The most common models published use voice cloning, that means providing a 10-30s snippet and the model replicating the voice in that snippet as closely as possible. Then there are models that are limited to specific voices. There is only one open-source model I'm aware of that exclusively uses prompts, but it's definitely an exciting direction. Also this approach does not (easily) allow cloning someone's voice directly, which is nice.

TheBanjo · Post by **TheBanjo** » September 4th, 2024, 4:29 pm

cdminix wrote: ↑September 4th, 2024, 6:21 am Then there are models that are limited to specific voices. There is only one open-source model I'm aware of that exclusively uses prompts, but it's definitely an exciting direction. Also this approach does not (easily) allow cloning someone's voice directly, which is nice.

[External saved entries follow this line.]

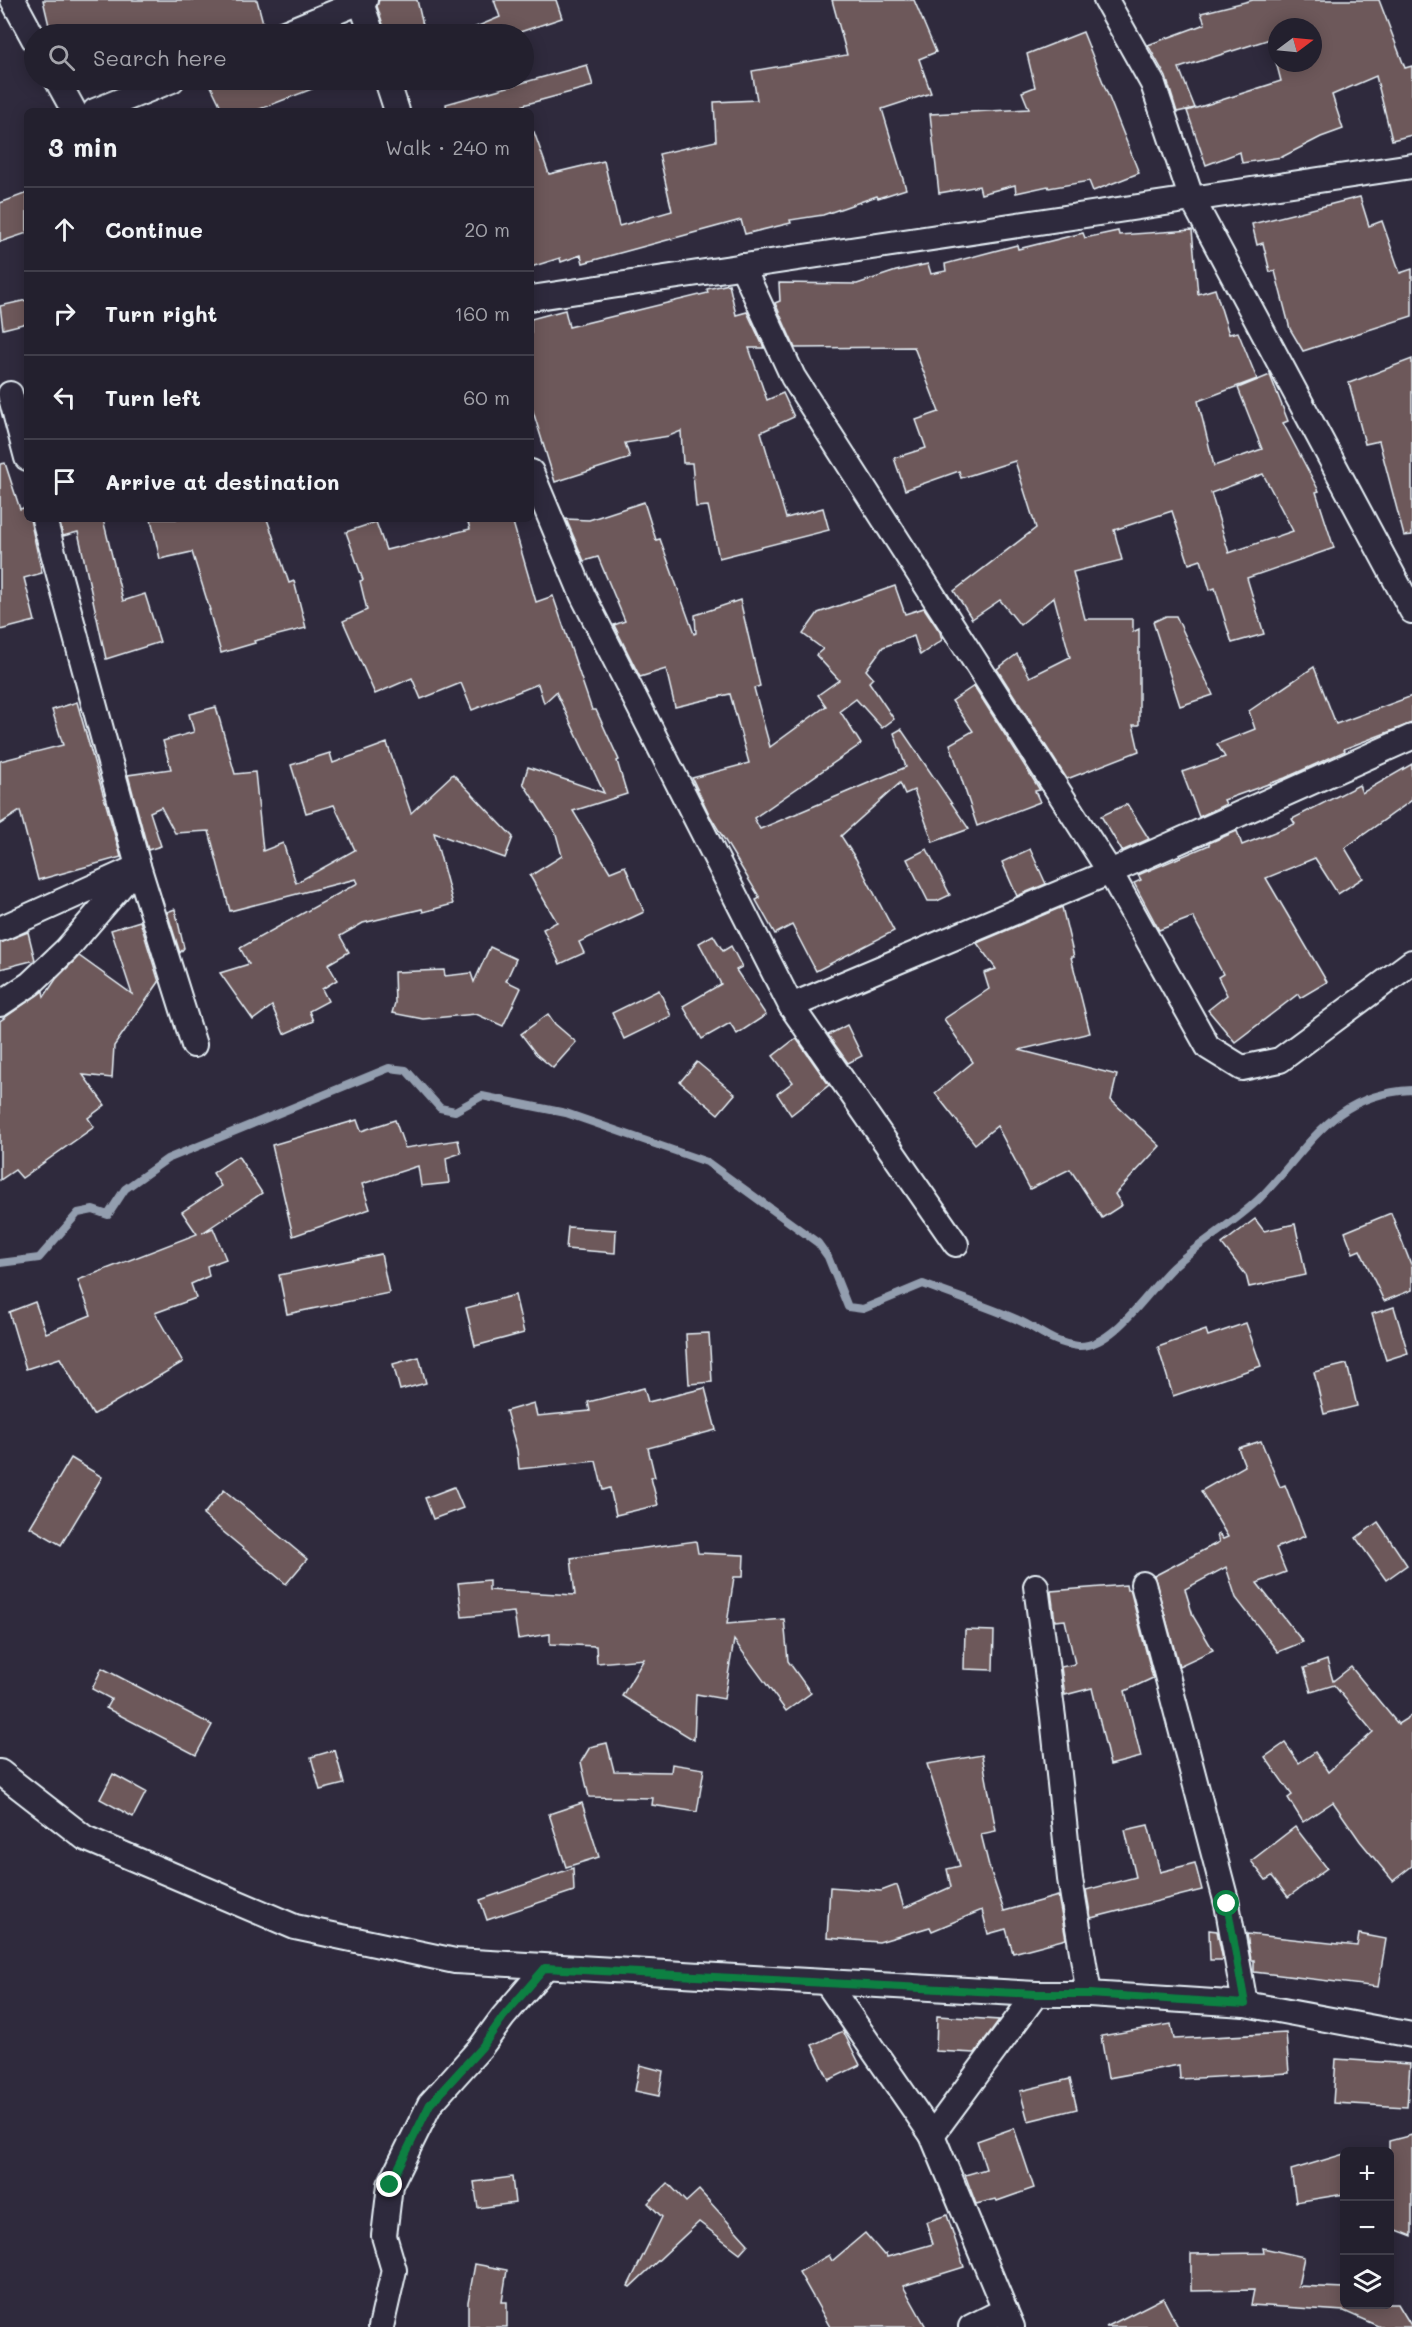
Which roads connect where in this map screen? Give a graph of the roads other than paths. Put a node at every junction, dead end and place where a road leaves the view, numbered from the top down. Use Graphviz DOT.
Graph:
graph roads {
  1 [pos="13,0"];
  2 [pos="1106,0"];
  3 [pos="362,1"];
  4 [pos="26,24"];
  5 [pos="306,24"];
  6 [pos="369,24"];
  7 [pos="62,90"];
  8 [pos="147,90"];
  9 [pos="390,90"];
  10 [pos="72,108"];
  11 [pos="102,108"];
  12 [pos="396,108"];
  13 [pos="1412,166"];
  14 [pos="1191,197"];
  15 [pos="742,266"];
  16 [pos="534,298"];
  17 [pos="12,394"];
  18 [pos="24,445"];
  19 [pos="534,479"];
  20 [pos="45,522"];
  21 [pos="1412,611"];
  22 [pos="1412,737"];
  23 [pos="138,866"];
  24 [pos="1110,872"];
  25 [pos="0,929"];
  26 [pos="1412,962"];
  27 [pos="0,1004"];
  28 [pos="791,1006"];
  29 [pos="194,1045"];
  30 [pos="956,1244"];
  31 [pos="1143,1584"];
  32 [pos="1036,1586"];
  33 [pos="0,1772"];
  34 [pos="545,1968"];
  35 [pos="827,1983"];
  36 [pos="1036,1994"];
  37 [pos="1089,1994"];
  38 [pos="1245,2004"];
  39 [pos="1412,2035"];
  40 [pos="932,2135"];
  41 [pos="1009,2318"];
  42 [pos="381,2327"];
  43 [pos="971,2327"];
  1 -- 4 [label="street"];
  2 -- 14 [label="street"];
  3 -- 5 [label="street"];
  3 -- 6 [label="street"];
  7 -- 10 [label="street"];
  8 -- 11 [label="street"];
  9 -- 12 [label="street"];
  13 -- 14 [label="street"];
  14 -- 15 [label="street"];
  14 -- 21 [label="street"];
  15 -- 16 [label="street"];
  15 -- 24 [label="street"];
  17 -- 18 [label="street"];
  19 -- 28 [label="street"];
  20 -- 23 [label="street"];
  22 -- 24 [label="street"];
  23 -- 25 [label="street"];
  23 -- 27 [label="street"];
  23 -- 29 [label="street"];
  24 -- 26 [label="street"];
  24 -- 28 [label="street"];
  28 -- 30 [label="street"];
  31 -- 38 [label="street"];
  32 -- 37 [label="street"];
  33 -- 34 [label="street"];
  34 -- 35 [label="street"];
  34 -- 42 [label="street"];
  35 -- 36 [label="street"];
  35 -- 40 [label="street"];
  36 -- 37 [label="street"];
  36 -- 40 [label="street"];
  37 -- 38 [label="street"];
  38 -- 39 [label="street"];
  40 -- 41 [label="street"];
  41 -- 43 [label="street"];
}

I was able to navigate to the site of the open source model you linked to on my iPhone, but on my computer two different browsers blocked the site as being the source of potential malware. The results I heard on my iPhone at this site were certainly impressive.

This raises a further question in my mind. I imagine it's only a matter of time before some idiot does try to pass off one of these voices as a 'real' voice on Librivox, if only as a prank. Are you aware of any free/open source software that is able to make any kind of semi-rational estimate of the probability that a given recorded "voice" has been created by AI?

Edit: I can now see there is an unambiguously "clean" source of info on (open source) parler-tts, including installation instructions, here: https://github.com/huggingface/parler-tts

DrSpoke · Post by **DrSpoke** » September 9th, 2024, 11:56 pm

Hello researcher with a German accent,

I wish Librivox recordings were more protected from use outside the original purpose and with a licence more restrictive - at least the wording at the beginning of each file could be updated, taking into account current knowledge and relevant technology.
Anyway, I do not agree to my voice (and recordings for that matter) being used for AI or anything outside the scope of Librivox to make books in the public domain available in a "narrated by real people" version - real people who are the real owners of those voices and voiced words..

Thank you so much for your post and concern.

swmom17 · Post by **swmom17** » October 11th, 2024, 6:50 pm

I have not been doing recording for Librivox for very long, but I would like to opt out of any
future AI datasets.
That said, I would like to see LV have a slightly more restrictive license to protect the voiceprint
of its readers. Thanks.

BrianFullen · Post by **BrianFullen** » October 18th, 2024, 1:51 pm

cdminix wrote: ↑September 2nd, 2024, 6:31 am Thanks for your honest reply. While I personally do not create TTS models at the moment, I have noted your LibriVox ID and will exclude it from future research if I ever do release a TTS system.
Maybe it would be worthwhile to create a list of LibriVox users that would prefer their voice not be used for TTS, now that it is so easily available.

I think the ethical implications are interesting.
Should everyone who released their audiobook in the public domain have anticipated technology (often years later) could very closely replicate their voice?

I'd also love it if AI could do the dishes, it's so sad that that's a more difficult research problem with fewer people working on it than just cloning someone's voice!

It should be opt in not opt out. But while I'm at it, leave me out. Thanks.

msfry · Post by **msfry** » November 2nd, 2024, 10:27 am

BrianFullen wrote: ↑October 18th, 2024, 1:51 pm It should be opt in not opt out.

I absolutely agree. This policy, I read somewhere, was based on research by employers, who discovered that their employees tended not to sign up for IRA's and Savings Match Programs, until the automatic Opt In feature was put in place. This boosted participation by 80%. Still, it reeks of manipulation and trickery, especially when they put the Opt Out feature in the fine print. It reminds me of the oft seen lately choice: "check this box if you don't want your donation to recur monthly." It's effect upon me is I don't donate at all.